Home > Fiction > The Four-Gated City > Page 68
The Four-Gated City Page 68

by Doris Lessing


  All this was still going on when Martha kissed Mark goodbye (but only temporarily, for she would certainly drop into Radlett Street from time to time), and left for her period of ‘retreat’.

  Very extraordinary indeed was the human mind. Mark, a man of integrity if there was ever one, had worked for nearly twenty years with a man whose actions (he did not have beliefs) contradicted everything Mark held dear; but, for some reason Mark had not thought that this was so, or had not-what? Troubled? Cared? If Jimmy Wood was arrested tomorrow on charges of almost pathological indifference to any ordinary ideas of decency, then Mark would be (or should be) arrested with him. But of course Jimmy would not be arrested, nor suffer in any way at all, because he was merely ‘contributing to human knowledge’. All the same, if the case were to be put to Mark as a hypothetical one, with himself in it, but masked, he would hate and despise himself.
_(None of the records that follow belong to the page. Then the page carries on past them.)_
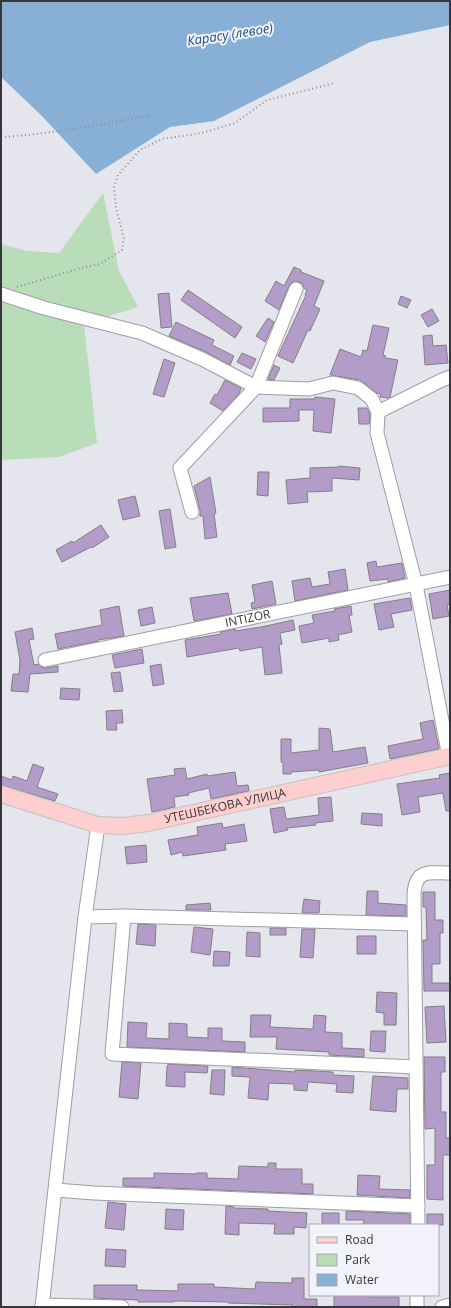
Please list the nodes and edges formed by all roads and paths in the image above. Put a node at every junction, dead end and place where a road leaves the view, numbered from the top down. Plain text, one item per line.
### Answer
1 (336, 83) dead end
2 (150, 115) dead end
3 (1, 137) edge
4 (16, 288) dead end
5 (296, 289) dead end
6 (1, 294) edge
7 (450, 377) edge
8 (256, 387) junction
9 (378, 412) junction
10 (192, 512) dead end
11 (450, 577) edge
12 (416, 585) junction
13 (45, 660) dead end
14 (449, 756) edge
15 (1, 794) edge
16 (98, 825) junction
17 (450, 873) edge
18 (124, 916) junction
19 (85, 917) junction
20 (414, 924) junction
21 (416, 1066) junction
22 (56, 1190) junction
23 (418, 1206) junction
24 (418, 1224) edge
25 (417, 1296) edge
26 (450, 1305) edge
27 (42, 1306) edge
28 (122, 1307) edge
29 (417, 1307) edge
30 (442, 1307) edge

1 - 4 path
2 - 3 path
5 - 8 street
6 - 8 street
7 - 9 street
8 - 9 street
8 - 10 street
9 - 12 street
11 - 12 street, INTIZOR
12 - 13 street, INTIZOR
12 - 14 street
14 - 16 main road, УТЕШБЕКОВА УЛИЦА
15 - 16 main road, УТЕШБЕКОВА УЛИЦА
16 - 19 street
17 - 20 street
18 - 19 street
18 - 20 street
18 - 21 street
19 - 22 street
20 - 21 street
21 - 23 street
22 - 23 street
22 - 27 street
23 - 24 street
25 - 29 street
26 - 30 street
27 - 28 street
But for twenty years he had gone along with it, had not ‘put two and two together’.

  Martha, living cheek by jowl with Lynda for years, and in what she had imagined to be the closest sympathy with her, had not seen what was screaming out to be seen-though Lynda had so little belief in its being seen by anyone, even Martha, that its manifestation was mostly in moments of self-defence seen by others (and even herself) as aggressive violence; could only communicate it through ‘gibberish’ to be deciphered by someone (Martha) who at last had reached the same place in experience.

  It was at least interesting that these discoveries, hers in connection with Lynda, Mark’s in connection with Jimmy Wood, and the reflections they gave rise to, coincided with Martha’s determination to challenge her own mind.

  Alone in the empty room, high over noisy streets that were full of humanity, yet held in a carpeted space where no one would come if she did not call them, she-was extremely afraid. She had not expected it. Quite one thing to say: Yes of course it’s dangerous, very risky; another to actually go into danger.

  And she did not really know how to do it, except that she knew from the past that if she did not eat, slept very little, kept alert, she sharpened and fined down. But both times in the past had been unplanned, she had not intended anything.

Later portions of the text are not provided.